What the task asks: A line belongs in the answer if it contains "junction"; copy every such line from the entries below.

=====

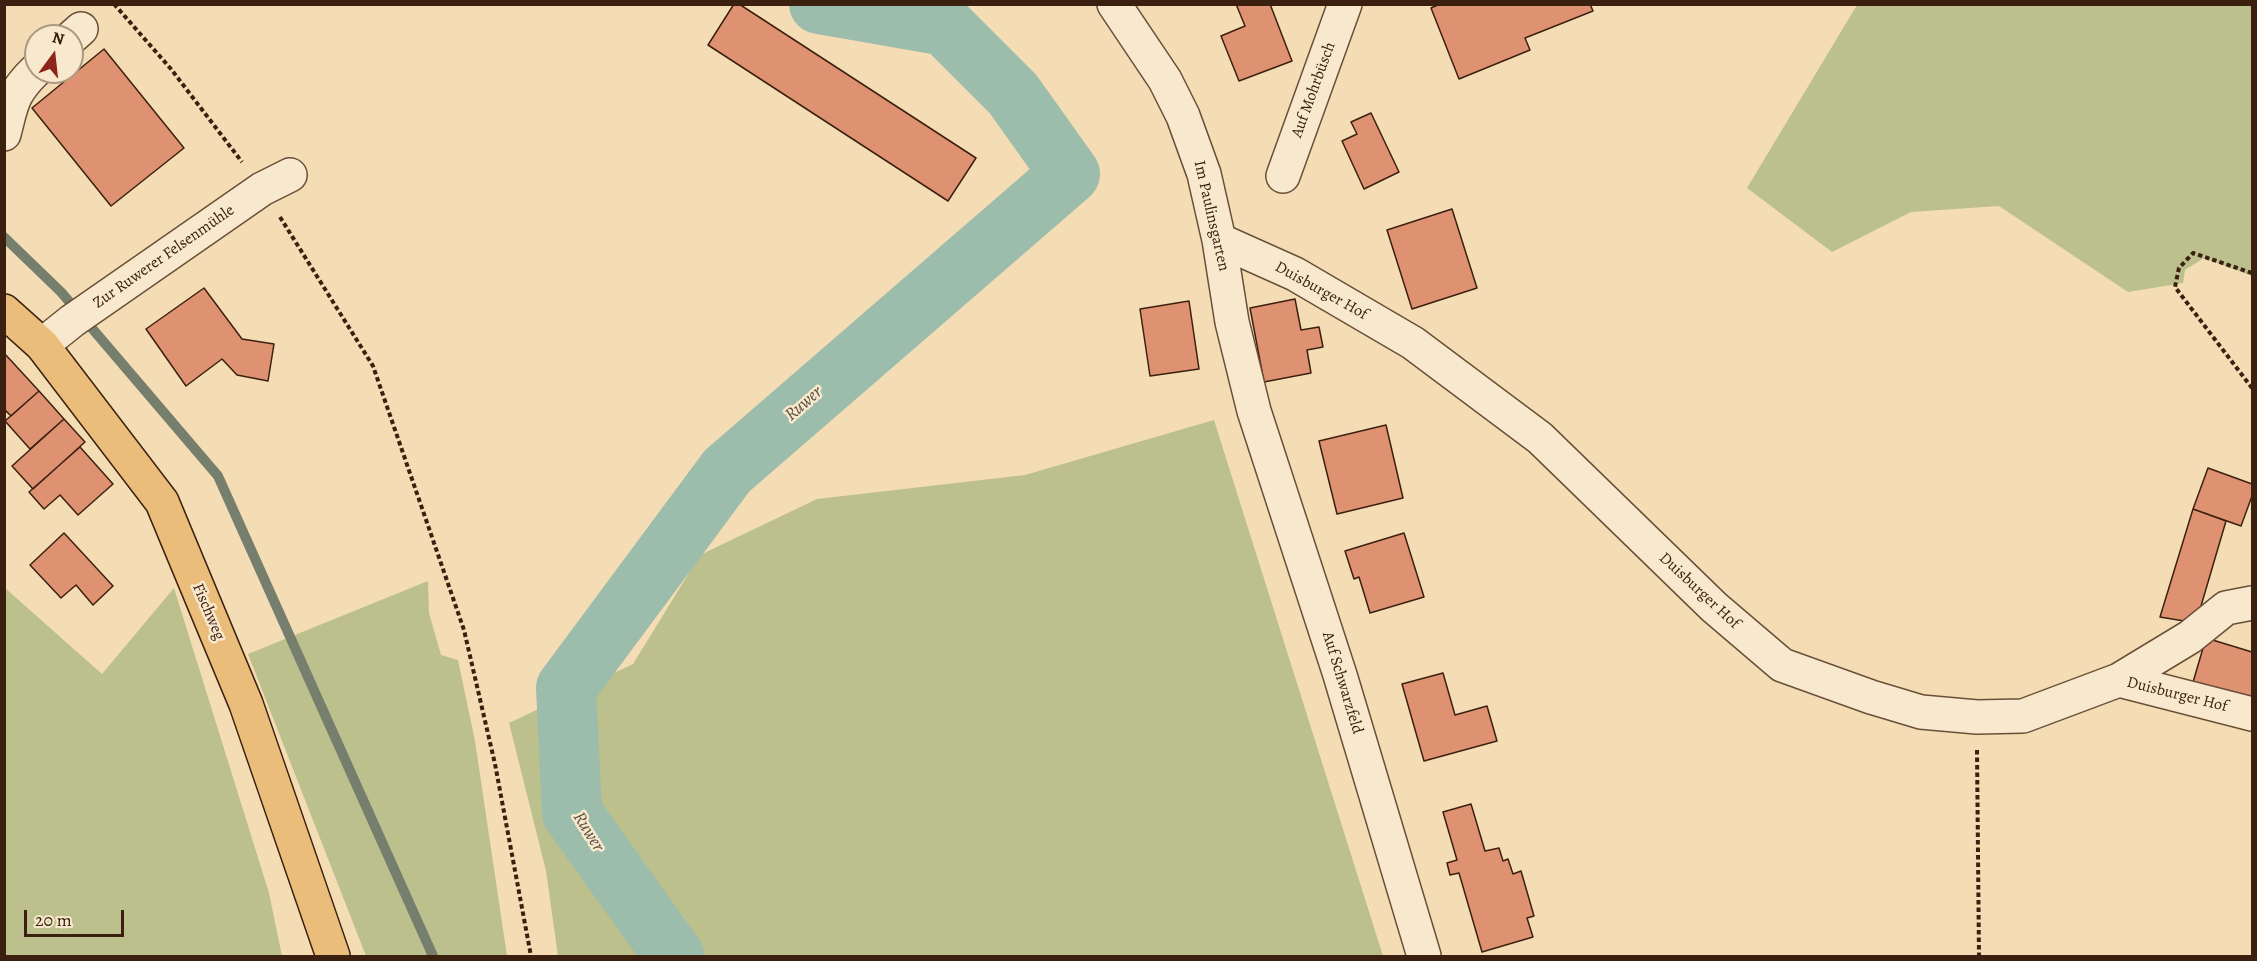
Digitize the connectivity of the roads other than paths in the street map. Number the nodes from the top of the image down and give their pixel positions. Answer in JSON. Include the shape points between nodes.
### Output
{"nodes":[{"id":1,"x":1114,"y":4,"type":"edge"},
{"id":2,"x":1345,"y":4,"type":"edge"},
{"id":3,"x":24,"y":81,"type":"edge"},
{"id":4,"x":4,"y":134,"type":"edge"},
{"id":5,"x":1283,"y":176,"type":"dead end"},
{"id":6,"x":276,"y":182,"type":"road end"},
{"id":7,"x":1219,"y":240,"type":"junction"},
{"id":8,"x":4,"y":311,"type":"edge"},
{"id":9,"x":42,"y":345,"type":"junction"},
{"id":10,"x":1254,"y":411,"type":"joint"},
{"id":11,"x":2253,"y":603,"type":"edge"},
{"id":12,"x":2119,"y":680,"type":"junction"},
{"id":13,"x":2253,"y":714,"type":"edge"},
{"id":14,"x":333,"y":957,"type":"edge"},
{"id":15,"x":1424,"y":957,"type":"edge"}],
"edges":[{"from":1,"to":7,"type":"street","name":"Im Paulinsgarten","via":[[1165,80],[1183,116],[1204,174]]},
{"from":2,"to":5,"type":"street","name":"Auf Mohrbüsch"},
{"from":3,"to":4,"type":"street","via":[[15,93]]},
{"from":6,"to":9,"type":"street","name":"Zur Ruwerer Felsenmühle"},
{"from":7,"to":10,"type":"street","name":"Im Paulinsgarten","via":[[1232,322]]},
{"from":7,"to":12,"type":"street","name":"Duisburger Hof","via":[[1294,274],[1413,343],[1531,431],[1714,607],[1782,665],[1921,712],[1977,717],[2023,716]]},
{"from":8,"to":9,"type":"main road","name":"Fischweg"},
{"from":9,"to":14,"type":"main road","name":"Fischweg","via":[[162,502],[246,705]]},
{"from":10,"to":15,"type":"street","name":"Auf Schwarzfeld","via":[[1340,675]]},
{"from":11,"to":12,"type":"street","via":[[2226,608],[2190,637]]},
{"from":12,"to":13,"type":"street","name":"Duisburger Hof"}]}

=====

Solution for this exercise:
{"id":7,"x":1219,"y":240,"type":"junction"},
{"id":9,"x":42,"y":345,"type":"junction"},
{"id":12,"x":2119,"y":680,"type":"junction"},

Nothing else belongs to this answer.